This most recent shooting in Alabama puts the discussion of Workplace Violence at the forefront once again.  Just how prevalent is workplace violence in Alabama? According to an article published on al.com, Alabama has experienced 9 major workplace shootings in our state since 1999. Here’s a list:

  1. August 5, 1999 –  shooting at two Pelham businesses –  Ferguson Enterprises and Post Airgas
  2. July 27, 2001 –  shooting at TransCycle Industry plant
  3. July 27, 2001 – shooting at Dravo Lime plant in SaginawUPS shooting 2
  4. February 5, 2002 – shooting at the Press-Register in Mobile
  5. February 26, 2003 – shooting at Labor Ready Inc. in Huntsville
  6. December 5, 2006 – shooting at Carlton at the Austal USA shipyard
  7. February 12, 2010 – shooting on campus at UAH in Huntsville
  8. October 8, 2010 – shooting in Centreville at the site of the new Bibb County Schools Board of Education building
  9. September 23, 2014 – shooting at UPS Facility in Birmingham

For more information on these shootings visit the al.com article for details.

Nine shootings in 15 years is considerable, especially since workplace homicides in the U.S. have averaged 603 annually in the 21st century.  This includes a 13 percent increase in incidents occurring from 2006 to 2007 according to the Department of Labor, Bureau of Labor Statistics, Census of Fatal Occupational Injuries, 2000-2007. Here’s something even more alarming – 43 percent of those threatened and 24 percent of those attacked at work do not report the incident. And, it’s costing us money. According to a study by the University of Georgia, incidents of workplace violence cost the United States $70 billion annually, with $64.4 billion attributed to loss in workplace productivity.

The question to ask is how prepared is your organization? According to statistics, 70 percent of workplaces have no formal workplace violence program, despite findings that there are thousands threats of violence every workday.

Before we learn how to prevent such incidents it is important that we have a better understanding of what constitutes workplace violence. According to the National Institute for Occupational Safety and Health (NIOSH), workplace violence is any physical assault, threatening behavior, or verbal abuse occurring in the work setting that includes, but is not limited to:

  • Psychological
    • Intimidating presence
    • Harassment (being followed, sworn at, or shouted at)
    • Obscene phone calls
    • Threats
  • Physical
    • Beatings
    • Rapes
    • Shootings
    • Stabbings
    • Suicides

Workplace violence may often be the result of continued or ‘perceived’ issues involving employees and/or management. In the case of the UPS Birmingham shooting the cause is still unknown; however, court records show that an auto repair, design and testing shop filed a lawsuit against the suspect and UPS in 2012. The suspect had also been released from employment the day prior.

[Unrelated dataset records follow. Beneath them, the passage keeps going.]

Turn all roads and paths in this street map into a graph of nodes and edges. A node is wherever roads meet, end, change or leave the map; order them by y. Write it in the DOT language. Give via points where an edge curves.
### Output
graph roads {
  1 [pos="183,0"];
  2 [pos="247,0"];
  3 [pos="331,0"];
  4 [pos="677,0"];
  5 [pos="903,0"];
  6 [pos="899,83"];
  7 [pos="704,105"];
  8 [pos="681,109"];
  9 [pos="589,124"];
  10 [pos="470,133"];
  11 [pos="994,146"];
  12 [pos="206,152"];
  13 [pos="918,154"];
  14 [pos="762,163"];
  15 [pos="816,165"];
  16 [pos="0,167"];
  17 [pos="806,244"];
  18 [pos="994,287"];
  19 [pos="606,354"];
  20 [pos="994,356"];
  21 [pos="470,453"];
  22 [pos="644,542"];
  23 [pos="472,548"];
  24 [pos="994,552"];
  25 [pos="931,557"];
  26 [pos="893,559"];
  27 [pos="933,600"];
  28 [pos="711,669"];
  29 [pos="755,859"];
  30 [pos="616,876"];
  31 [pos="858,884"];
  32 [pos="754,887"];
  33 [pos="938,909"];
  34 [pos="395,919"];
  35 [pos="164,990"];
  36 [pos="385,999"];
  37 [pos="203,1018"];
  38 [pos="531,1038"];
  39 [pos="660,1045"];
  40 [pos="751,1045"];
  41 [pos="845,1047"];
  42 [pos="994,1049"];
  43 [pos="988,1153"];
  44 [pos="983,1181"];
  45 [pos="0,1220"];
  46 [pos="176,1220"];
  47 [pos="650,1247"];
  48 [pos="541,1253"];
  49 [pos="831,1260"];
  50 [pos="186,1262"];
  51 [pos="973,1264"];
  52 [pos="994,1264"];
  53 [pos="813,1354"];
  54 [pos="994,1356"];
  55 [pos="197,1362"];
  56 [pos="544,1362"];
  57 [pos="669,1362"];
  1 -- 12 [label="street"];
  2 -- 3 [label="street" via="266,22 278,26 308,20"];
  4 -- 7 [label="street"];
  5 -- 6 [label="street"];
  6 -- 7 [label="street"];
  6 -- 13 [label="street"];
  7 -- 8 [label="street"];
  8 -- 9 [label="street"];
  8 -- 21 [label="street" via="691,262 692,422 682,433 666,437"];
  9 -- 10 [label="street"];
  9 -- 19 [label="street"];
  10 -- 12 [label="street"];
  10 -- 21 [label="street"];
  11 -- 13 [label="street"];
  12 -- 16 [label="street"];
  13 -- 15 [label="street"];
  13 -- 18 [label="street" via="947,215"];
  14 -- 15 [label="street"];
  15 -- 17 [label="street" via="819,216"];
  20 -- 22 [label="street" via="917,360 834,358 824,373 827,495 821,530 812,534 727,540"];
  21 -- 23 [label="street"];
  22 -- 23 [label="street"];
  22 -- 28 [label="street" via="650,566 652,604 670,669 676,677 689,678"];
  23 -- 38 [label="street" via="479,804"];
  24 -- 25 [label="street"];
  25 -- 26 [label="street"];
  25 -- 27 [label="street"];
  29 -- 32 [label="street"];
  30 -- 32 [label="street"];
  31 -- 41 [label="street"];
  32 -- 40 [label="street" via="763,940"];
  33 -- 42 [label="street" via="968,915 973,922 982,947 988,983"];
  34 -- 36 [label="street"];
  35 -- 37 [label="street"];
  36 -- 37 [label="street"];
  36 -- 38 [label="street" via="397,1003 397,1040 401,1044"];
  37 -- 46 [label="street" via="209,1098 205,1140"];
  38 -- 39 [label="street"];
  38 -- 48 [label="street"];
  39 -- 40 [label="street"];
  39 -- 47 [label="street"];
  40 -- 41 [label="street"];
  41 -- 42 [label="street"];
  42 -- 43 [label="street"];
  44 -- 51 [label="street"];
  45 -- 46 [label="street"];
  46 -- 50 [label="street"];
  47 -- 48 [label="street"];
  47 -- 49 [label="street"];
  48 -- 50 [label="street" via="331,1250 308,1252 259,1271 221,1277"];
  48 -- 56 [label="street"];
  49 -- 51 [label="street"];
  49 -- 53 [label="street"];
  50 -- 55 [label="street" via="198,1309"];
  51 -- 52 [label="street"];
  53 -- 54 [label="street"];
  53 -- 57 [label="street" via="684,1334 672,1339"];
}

Often there are tell-tale signs of distress that may be overlooked, but there are concrete steps organizations can take to prevent escalating issues that may result in violence.

There is a workplace violence myth that incidents come out of the blue; the fact is that these incidents do not typically occur spontaneously.

“It is critical that organizations do all they can to identify those employees who need help, and intervene with trained resources that will provide the counseling and case management the individual needs. This raises the likelihood that the gun never comes into the building, the sexual assault never occurs or the bullying is stopped before it becomes a problem. We call this approach the BeRThATM or Behavioral Risk Threat Assessment. Our goal is to enable an organization to intercede before an act of violence occurs.”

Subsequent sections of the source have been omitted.